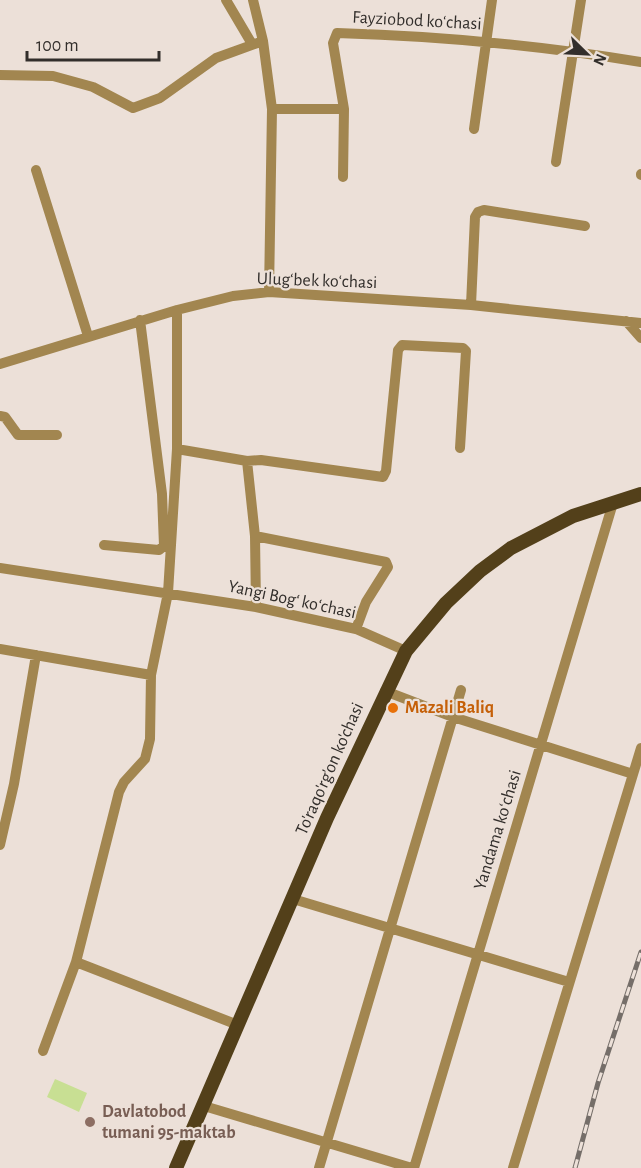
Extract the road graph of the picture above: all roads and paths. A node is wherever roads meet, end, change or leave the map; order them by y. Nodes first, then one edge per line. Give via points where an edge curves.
1 (226, 0) edge
2 (253, 0) edge
3 (492, 0) edge
4 (581, 0) edge
5 (487, 41) junction
6 (258, 43) junction
7 (574, 51) junction
8 (641, 62) edge
9 (0, 75) edge
10 (272, 109) junction
11 (344, 110) junction
12 (474, 129) dead end
13 (556, 162) dead end
14 (36, 170) dead end
15 (342, 177) dead end
16 (585, 226) dead end
17 (269, 292) junction
18 (471, 305) junction
19 (177, 310) junction
20 (140, 320) junction
21 (626, 321) junction
22 (641, 322) edge
23 (88, 336) junction
24 (641, 338) edge
25 (0, 364) edge
26 (0, 416) edge
27 (57, 435) dead end
28 (460, 448) dead end
29 (177, 449) junction
30 (247, 461) junction
31 (641, 494) edge
32 (613, 503) junction
33 (255, 537) junction
34 (104, 545) dead end
35 (0, 568) edge
36 (168, 593) junction
37 (256, 607) junction
38 (356, 629) junction
39 (0, 649) edge
40 (406, 651) junction
41 (36, 655) junction
42 (151, 675) junction
43 (460, 690) dead end
44 (385, 691) junction
45 (453, 717) junction
46 (542, 743) junction
47 (641, 748) edge
48 (633, 774) junction
49 (0, 845) edge
50 (293, 899) junction
51 (388, 929) junction
52 (477, 955) junction
53 (76, 962) junction
54 (569, 982) junction
55 (238, 1025) junction
56 (43, 1051) dead end
57 (204, 1106) junction
58 (327, 1142) junction
59 (176, 1168) edge
60 (319, 1168) edge
61 (413, 1168) edge
62 (513, 1168) edge

1 - 6 street
2 - 6 street
3 - 5 street
4 - 7 street
5 - 7 street, Fayziobod koʻchasi
5 - 11 street, Fayziobod koʻchasi via 337,33 333,43
5 - 12 street
6 - 9 street via 216,57 160,98 133,108 93,87 53,76
6 - 10 street
7 - 8 street, Fayziobod koʻchasi
7 - 13 street
10 - 11 street
10 - 17 street
11 - 15 street
14 - 23 street
16 - 18 street via 478,212
17 - 18 street, Ulugʻbek koʻchasi
17 - 19 street, Ulugʻbek koʻchasi
18 - 21 street, Ulugʻbek koʻchasi
19 - 20 street, Ulugʻbek koʻchasi
19 - 29 street
20 - 23 street, Ulugʻbek koʻchasi
20 - 34 street via 160,472 164,546 159,550
21 - 22 street, Ulugʻbek koʻchasi
21 - 24 street
23 - 25 street, Ulugʻbek koʻchasi
26 - 27 street via 18,435
28 - 30 street via 466,351 412,344 402,345 398,350 383,477
29 - 30 street
29 - 36 street
30 - 33 street
31 - 32 main road, To'raqo'rg'on ko'chasi
32 - 40 main road, To'raqo'rg'on ko'chasi via 573,516 511,548 446,603
32 - 46 street, Yandama koʻchasi
33 - 37 street
33 - 38 street via 387,562 388,567 366,602
35 - 36 street, Yangi Bogʻ koʻchasi
36 - 37 street, Yangi Bogʻ koʻchasi
36 - 42 street
37 - 38 street, Yangi Bogʻ koʻchasi
38 - 40 street, Yangi Bogʻ koʻchasi
39 - 41 street
40 - 44 main road, To'raqo'rg'on ko'chasi
41 - 42 street
41 - 49 street
42 - 53 street via 147,749 119,792
43 - 45 street
44 - 45 street
44 - 50 main road, To'raqo'rg'on ko'chasi
45 - 46 street
45 - 51 street
46 - 48 street
46 - 52 street, Yandama koʻchasi
47 - 48 street
48 - 54 street
50 - 51 street
50 - 55 main road, To'raqo'rg'on ko'chasi
51 - 52 street
51 - 58 street
52 - 54 street
52 - 61 street, Yandama koʻchasi
53 - 55 street
53 - 56 street
54 - 62 street
55 - 57 main road, To'raqo'rg'on ko'chasi
57 - 58 street
57 - 59 main road, To'raqo'rg'on ko'chasi
58 - 60 street
58 - 61 street

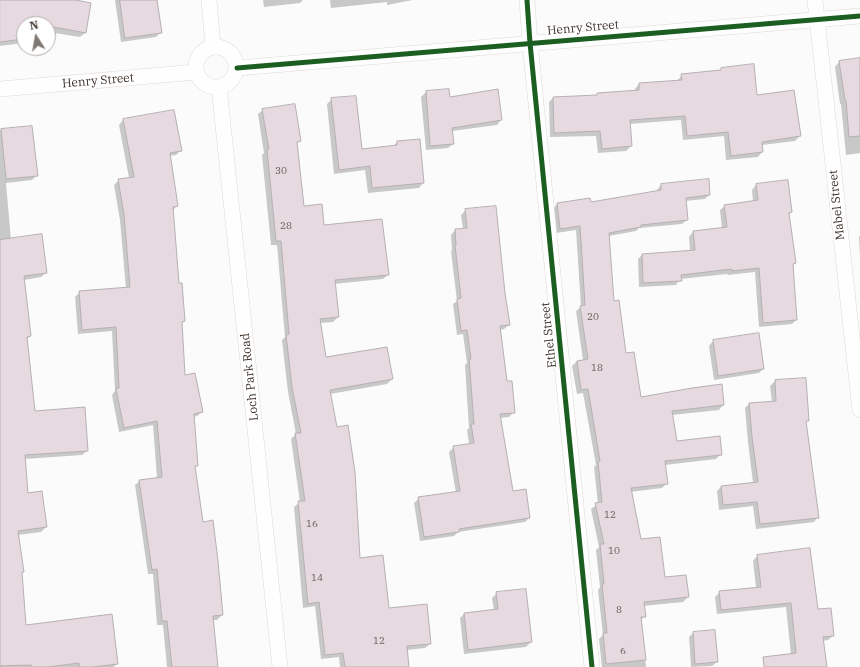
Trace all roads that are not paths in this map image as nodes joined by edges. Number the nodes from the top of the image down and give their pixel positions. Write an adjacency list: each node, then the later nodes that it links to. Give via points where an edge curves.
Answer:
1 (209, 0): 7 (street)
2 (527, 0): 6 (street, Ethel Street)
3 (815, 0): 5 (street, Mabel Street)
4 (860, 16): 5 (street, Henry Street)
5 (817, 19): 6 (street, Henry Street); 12 (street, Mabel Street)
6 (530, 43): 8 (street, Henry Street); 14 (street, Ethel Street)
7 (213, 47): 8 (street, via 220,47 232,54); 9 (street, via 202,53 198,59)
8 (237, 68): 10 (street, via 233,78)
9 (197, 72): 10 (street, via 200,80 206,85); 11 (street, Henry Street)
10 (219, 87): 13 (street, Loch Park Road)
11 (0, 89)
12 (860, 410)
13 (280, 667)
14 (592, 667)

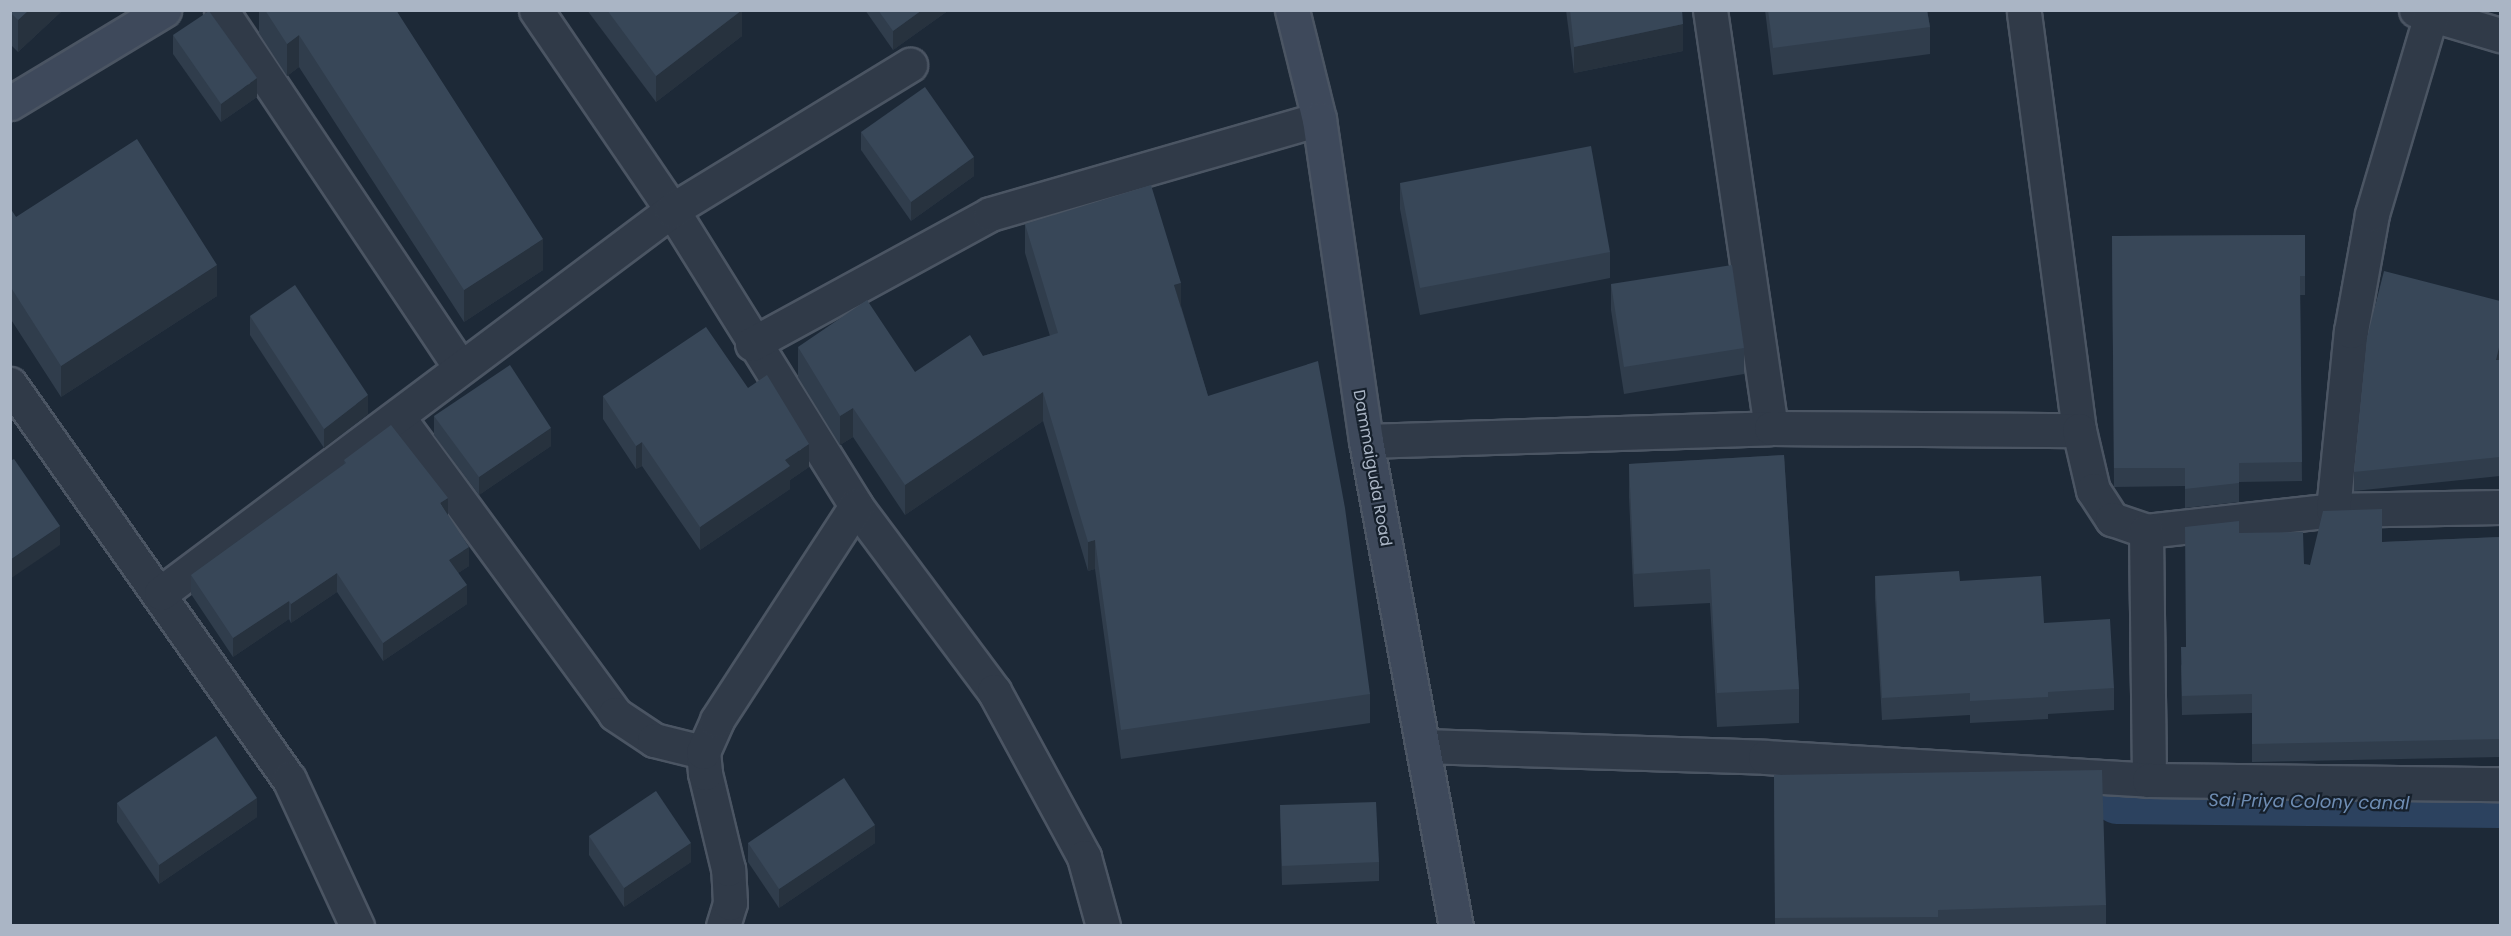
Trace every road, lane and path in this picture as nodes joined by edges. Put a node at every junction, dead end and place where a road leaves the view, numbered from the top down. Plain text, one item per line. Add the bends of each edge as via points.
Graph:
1 (164, 10) edge
2 (221, 10) edge
3 (536, 10) edge
4 (1292, 10) edge
5 (1710, 10) edge
6 (2024, 13) dead end
7 (2424, 13) edge
8 (2500, 35) edge
9 (910, 64) dead end
10 (10, 103) edge
11 (1319, 119) junction
12 (672, 210) junction
13 (752, 344) junction
14 (460, 367) junction
15 (10, 384) edge
16 (398, 417) junction
17 (1771, 428) junction
18 (2079, 430) junction
19 (1366, 441) junction
20 (856, 506) junction
21 (2500, 507) edge
22 (2332, 510) junction
23 (2146, 531) junction
24 (161, 593) junction
25 (1423, 746) junction
26 (703, 752) junction
27 (2149, 780) junction
28 (2500, 784) edge
29 (357, 926) edge
30 (723, 926) edge
31 (1103, 926) edge
32 (1456, 926) edge

1 - 10 street
2 - 14 street
3 - 12 street
4 - 11 street, Dammaiguda Road
5 - 17 street
6 - 18 street
7 - 8 street
7 - 22 street via 2372,214 2351,332
9 - 12 street
11 - 13 street via 990,214
11 - 19 street, Dammaiguda Road
12 - 13 street
12 - 14 street
13 - 20 street
14 - 16 street
15 - 24 street
16 - 24 street
16 - 26 street via 615,714 654,740
17 - 18 street
17 - 19 street
18 - 23 street via 2093,490 2112,519
19 - 25 street, Dammaiguda Road
20 - 26 street via 717,720
20 - 31 street via 994,692 1084,857
21 - 22 street
22 - 23 street
23 - 27 street
24 - 29 street via 289,779
25 - 27 street via 1765,757
25 - 32 street, Dammaiguda Road
26 - 30 street via 728,869 730,903
27 - 28 street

****************************************

_WORK ORDER_
If a record above holds a picture, leave the picture out and write out everything else exactly.

_REPLY TO THE TASK_
Extract the road graph of the picture above: all roads and paths. A node is wherever roads meet, end, change or leave the map; order them by y. Nodes first, then one edge per line. Give via points where an edge curves.
1 (226, 0) edge
2 (253, 0) edge
3 (492, 0) edge
4 (581, 0) edge
5 (487, 41) junction
6 (258, 43) junction
7 (574, 51) junction
8 (641, 62) edge
9 (0, 75) edge
10 (272, 109) junction
11 (344, 110) junction
12 (474, 129) dead end
13 (556, 162) dead end
14 (36, 170) dead end
15 (342, 177) dead end
16 (585, 226) dead end
17 (269, 292) junction
18 (471, 305) junction
19 (177, 310) junction
20 (140, 320) junction
21 (626, 321) junction
22 (641, 322) edge
23 (88, 336) junction
24 (641, 338) edge
25 (0, 364) edge
26 (0, 416) edge
27 (57, 435) dead end
28 (460, 448) dead end
29 (177, 449) junction
30 (247, 461) junction
31 (641, 494) edge
32 (613, 503) junction
33 (255, 537) junction
34 (104, 545) dead end
35 (0, 568) edge
36 (168, 593) junction
37 (256, 607) junction
38 (356, 629) junction
39 (0, 649) edge
40 (406, 651) junction
41 (36, 655) junction
42 (151, 675) junction
43 (460, 690) dead end
44 (385, 691) junction
45 (453, 717) junction
46 (542, 743) junction
47 (641, 748) edge
48 (633, 774) junction
49 (0, 845) edge
50 (293, 899) junction
51 (388, 929) junction
52 (477, 955) junction
53 (76, 962) junction
54 (569, 982) junction
55 (238, 1025) junction
56 (43, 1051) dead end
57 (204, 1106) junction
58 (327, 1142) junction
59 (176, 1168) edge
60 (319, 1168) edge
61 (413, 1168) edge
62 (513, 1168) edge

1 - 6 street
2 - 6 street
3 - 5 street
4 - 7 street
5 - 7 street, Fayziobod koʻchasi
5 - 11 street, Fayziobod koʻchasi via 337,33 333,43
5 - 12 street
6 - 9 street via 216,57 160,98 133,108 93,87 53,76
6 - 10 street
7 - 8 street, Fayziobod koʻchasi
7 - 13 street
10 - 11 street
10 - 17 street
11 - 15 street
14 - 23 street
16 - 18 street via 478,212
17 - 18 street, Ulugʻbek koʻchasi
17 - 19 street, Ulugʻbek koʻchasi
18 - 21 street, Ulugʻbek koʻchasi
19 - 20 street, Ulugʻbek koʻchasi
19 - 29 street
20 - 23 street, Ulugʻbek koʻchasi
20 - 34 street via 160,472 164,546 159,550
21 - 22 street, Ulugʻbek koʻchasi
21 - 24 street
23 - 25 street, Ulugʻbek koʻchasi
26 - 27 street via 18,435
28 - 30 street via 466,351 412,344 402,345 398,350 383,477
29 - 30 street
29 - 36 street
30 - 33 street
31 - 32 main road, To'raqo'rg'on ko'chasi
32 - 40 main road, To'raqo'rg'on ko'chasi via 573,516 511,548 446,603
32 - 46 street, Yandama koʻchasi
33 - 37 street
33 - 38 street via 387,562 388,567 366,602
35 - 36 street, Yangi Bogʻ koʻchasi
36 - 37 street, Yangi Bogʻ koʻchasi
36 - 42 street
37 - 38 street, Yangi Bogʻ koʻchasi
38 - 40 street, Yangi Bogʻ koʻchasi
39 - 41 street
40 - 44 main road, To'raqo'rg'on ko'chasi
41 - 42 street
41 - 49 street
42 - 53 street via 147,749 119,792
43 - 45 street
44 - 45 street
44 - 50 main road, To'raqo'rg'on ko'chasi
45 - 46 street
45 - 51 street
46 - 48 street
46 - 52 street, Yandama koʻchasi
47 - 48 street
48 - 54 street
50 - 51 street
50 - 55 main road, To'raqo'rg'on ko'chasi
51 - 52 street
51 - 58 street
52 - 54 street
52 - 61 street, Yandama koʻchasi
53 - 55 street
53 - 56 street
54 - 62 street
55 - 57 main road, To'raqo'rg'on ko'chasi
57 - 58 street
57 - 59 main road, To'raqo'rg'on ko'chasi
58 - 60 street
58 - 61 street

Trace all roads that are not paths in this map image as nodes joined by edges. Number the nodes from the top of the image down and give their pixel positions. Write an adjacency list: each node, then the later nodes that it links to. Give via points where an edge curves.
Answer:
1 (209, 0): 7 (street)
2 (527, 0): 6 (street, Ethel Street)
3 (815, 0): 5 (street, Mabel Street)
4 (860, 16): 5 (street, Henry Street)
5 (817, 19): 6 (street, Henry Street); 12 (street, Mabel Street)
6 (530, 43): 8 (street, Henry Street); 14 (street, Ethel Street)
7 (213, 47): 8 (street, via 220,47 232,54); 9 (street, via 202,53 198,59)
8 (237, 68): 10 (street, via 233,78)
9 (197, 72): 10 (street, via 200,80 206,85); 11 (street, Henry Street)
10 (219, 87): 13 (street, Loch Park Road)
11 (0, 89)
12 (860, 410)
13 (280, 667)
14 (592, 667)

Trace every road, lane and path in this picture as nodes joined by edges. Put a node at every junction, dead end and place where a road leaves the view, numbered from the top down. Plain text, one item per line. Add the bends of each edge as via points.
Graph:
1 (164, 10) edge
2 (221, 10) edge
3 (536, 10) edge
4 (1292, 10) edge
5 (1710, 10) edge
6 (2024, 13) dead end
7 (2424, 13) edge
8 (2500, 35) edge
9 (910, 64) dead end
10 (10, 103) edge
11 (1319, 119) junction
12 (672, 210) junction
13 (752, 344) junction
14 (460, 367) junction
15 (10, 384) edge
16 (398, 417) junction
17 (1771, 428) junction
18 (2079, 430) junction
19 (1366, 441) junction
20 (856, 506) junction
21 (2500, 507) edge
22 (2332, 510) junction
23 (2146, 531) junction
24 (161, 593) junction
25 (1423, 746) junction
26 (703, 752) junction
27 (2149, 780) junction
28 (2500, 784) edge
29 (357, 926) edge
30 (723, 926) edge
31 (1103, 926) edge
32 (1456, 926) edge

1 - 10 street
2 - 14 street
3 - 12 street
4 - 11 street, Dammaiguda Road
5 - 17 street
6 - 18 street
7 - 8 street
7 - 22 street via 2372,214 2351,332
9 - 12 street
11 - 13 street via 990,214
11 - 19 street, Dammaiguda Road
12 - 13 street
12 - 14 street
13 - 20 street
14 - 16 street
15 - 24 street
16 - 24 street
16 - 26 street via 615,714 654,740
17 - 18 street
17 - 19 street
18 - 23 street via 2093,490 2112,519
19 - 25 street, Dammaiguda Road
20 - 26 street via 717,720
20 - 31 street via 994,692 1084,857
21 - 22 street
22 - 23 street
23 - 27 street
24 - 29 street via 289,779
25 - 27 street via 1765,757
25 - 32 street, Dammaiguda Road
26 - 30 street via 728,869 730,903
27 - 28 street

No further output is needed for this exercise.